We threw everything at them, including the kitchen sink. As the minutes ticked by our hearts were in our mouths, in a pulsating finish, and finally, Vertonghen headed against the bar from four yards before Moura completed his hat-trick with a left-foot shot from 16 yards deep into stoppage time as we won on away goals to reach our first Champions League final. We hugged each other for hours (or it seemed), we went crazy – emotionally draining – while the Ajax supporters sat stunned and in tears. Shell shocked you could say.
As I was hugging Steven, or he was hugging me, or better still, we were hugging each other, somebody jumped on us to hug us both. After he let go Steven was gasping for air. It seemed the person who jumped on us almost strangled Steven. I slapped hands with Martin T and whoever wanted a piece of my hand slapping/ hugging (and I didn’t even charge for the privilege). Love was certainly in the air. If we were male and female, I am sure babies would have been produced (ok, let us not exaggerate, we don’t want to give the wrong impression!).
We were held back over an hour. Pochettino and the team came out (including backroom staff and Daniel Levy), and they all got overwhelming cheers and ovations. Pochettino and a few others were in tears. Finally, we were allowed out. As we were up in the gods, on the way out we saw a Spurs Steward/ Ajax Steward, and they escorted us (Martin P, George and myself, plus a few other walking wounded) to the lifts.

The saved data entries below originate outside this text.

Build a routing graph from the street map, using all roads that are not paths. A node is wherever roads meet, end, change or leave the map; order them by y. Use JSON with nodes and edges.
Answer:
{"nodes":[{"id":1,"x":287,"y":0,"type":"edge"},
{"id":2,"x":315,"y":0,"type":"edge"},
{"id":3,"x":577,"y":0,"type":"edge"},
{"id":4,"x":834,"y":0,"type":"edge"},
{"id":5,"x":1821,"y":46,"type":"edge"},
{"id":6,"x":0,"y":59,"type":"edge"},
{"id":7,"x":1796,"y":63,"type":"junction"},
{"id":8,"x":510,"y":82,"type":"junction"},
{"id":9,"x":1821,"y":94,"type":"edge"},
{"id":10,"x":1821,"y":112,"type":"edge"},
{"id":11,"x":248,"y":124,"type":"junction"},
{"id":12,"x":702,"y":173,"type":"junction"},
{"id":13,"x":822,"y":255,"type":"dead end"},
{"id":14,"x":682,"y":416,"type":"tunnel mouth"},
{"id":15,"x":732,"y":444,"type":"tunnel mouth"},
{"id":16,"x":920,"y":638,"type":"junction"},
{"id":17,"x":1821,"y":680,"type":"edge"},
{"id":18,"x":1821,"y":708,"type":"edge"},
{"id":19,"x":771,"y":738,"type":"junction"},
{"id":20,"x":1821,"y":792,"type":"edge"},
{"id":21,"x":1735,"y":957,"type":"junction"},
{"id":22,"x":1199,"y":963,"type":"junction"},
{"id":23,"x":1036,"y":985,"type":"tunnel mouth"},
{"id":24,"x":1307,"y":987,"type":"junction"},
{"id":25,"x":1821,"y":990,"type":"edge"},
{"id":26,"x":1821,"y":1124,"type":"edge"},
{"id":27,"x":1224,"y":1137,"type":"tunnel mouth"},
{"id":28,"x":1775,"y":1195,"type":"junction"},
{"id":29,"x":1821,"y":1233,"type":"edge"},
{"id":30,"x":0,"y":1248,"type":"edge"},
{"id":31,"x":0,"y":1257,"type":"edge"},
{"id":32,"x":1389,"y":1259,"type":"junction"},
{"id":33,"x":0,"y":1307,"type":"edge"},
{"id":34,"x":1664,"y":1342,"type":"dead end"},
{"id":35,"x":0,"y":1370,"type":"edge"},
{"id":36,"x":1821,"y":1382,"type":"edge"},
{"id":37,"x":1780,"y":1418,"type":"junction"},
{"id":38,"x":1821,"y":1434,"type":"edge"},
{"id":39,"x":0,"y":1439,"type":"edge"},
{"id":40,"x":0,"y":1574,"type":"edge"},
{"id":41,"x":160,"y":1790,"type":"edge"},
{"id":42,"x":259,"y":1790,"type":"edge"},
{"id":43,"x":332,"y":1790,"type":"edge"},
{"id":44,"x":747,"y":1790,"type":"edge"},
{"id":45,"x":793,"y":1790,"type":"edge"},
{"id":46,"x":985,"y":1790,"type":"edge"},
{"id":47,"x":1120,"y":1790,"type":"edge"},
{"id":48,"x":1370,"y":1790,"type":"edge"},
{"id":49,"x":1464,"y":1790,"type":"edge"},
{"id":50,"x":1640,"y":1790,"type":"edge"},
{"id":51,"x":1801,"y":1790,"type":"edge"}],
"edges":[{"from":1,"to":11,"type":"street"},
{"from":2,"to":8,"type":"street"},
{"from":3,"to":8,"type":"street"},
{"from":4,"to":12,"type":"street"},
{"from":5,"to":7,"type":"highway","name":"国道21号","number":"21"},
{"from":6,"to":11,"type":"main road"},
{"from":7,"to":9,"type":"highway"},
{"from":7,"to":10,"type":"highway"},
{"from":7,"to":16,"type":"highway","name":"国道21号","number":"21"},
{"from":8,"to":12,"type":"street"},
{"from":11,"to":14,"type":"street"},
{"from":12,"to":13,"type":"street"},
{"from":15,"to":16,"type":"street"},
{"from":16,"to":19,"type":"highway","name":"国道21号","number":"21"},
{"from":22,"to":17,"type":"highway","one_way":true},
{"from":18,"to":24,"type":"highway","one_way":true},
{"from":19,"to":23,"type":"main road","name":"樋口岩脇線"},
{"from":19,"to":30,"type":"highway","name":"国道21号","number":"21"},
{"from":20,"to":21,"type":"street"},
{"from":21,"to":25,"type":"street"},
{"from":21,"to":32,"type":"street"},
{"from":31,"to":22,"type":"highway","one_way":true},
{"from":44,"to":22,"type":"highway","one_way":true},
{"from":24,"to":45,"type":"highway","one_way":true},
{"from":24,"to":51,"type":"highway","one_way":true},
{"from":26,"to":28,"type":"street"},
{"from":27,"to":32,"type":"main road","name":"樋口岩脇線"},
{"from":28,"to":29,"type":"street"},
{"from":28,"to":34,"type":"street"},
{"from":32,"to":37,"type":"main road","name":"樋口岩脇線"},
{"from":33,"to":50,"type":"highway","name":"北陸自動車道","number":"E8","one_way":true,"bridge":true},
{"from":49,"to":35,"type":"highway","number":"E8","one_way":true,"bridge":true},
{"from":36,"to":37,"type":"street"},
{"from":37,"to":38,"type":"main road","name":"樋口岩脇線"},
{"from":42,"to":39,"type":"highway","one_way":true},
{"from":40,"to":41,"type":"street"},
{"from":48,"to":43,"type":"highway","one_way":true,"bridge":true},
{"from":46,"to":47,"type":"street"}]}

At last, we were outside of the stadium, then the long slow walk to the station (under escort). From there to wherever we went (I can’t remember), but I do know we had a long wait for our next Metro train, so found a place to get a drink and something to eat. Finally getting the train at 1.45. Got to the hotel after 2 am and went to bed (had a shower first). Got up at 8 am, breakfast and then a walk around Amsterdam (taking in a boat ride and restaurant on the way). Got to the airport (6ish) and finally back to Goodmayes, had a cup of tea and left for my daughter’s to pick up my dog (10.45 pm). Got home and bed. Totally shattered/ knackered, tired, exhausted and drained. Got up the next day at 9.30 am (still knackered and emotional).
The Spurs/Liverpool final will be the second all-English one in the competition after Manchester United beat Chelsea on penalties in Moscow in 2008.
Can we do it, that is win the final? You bet we can.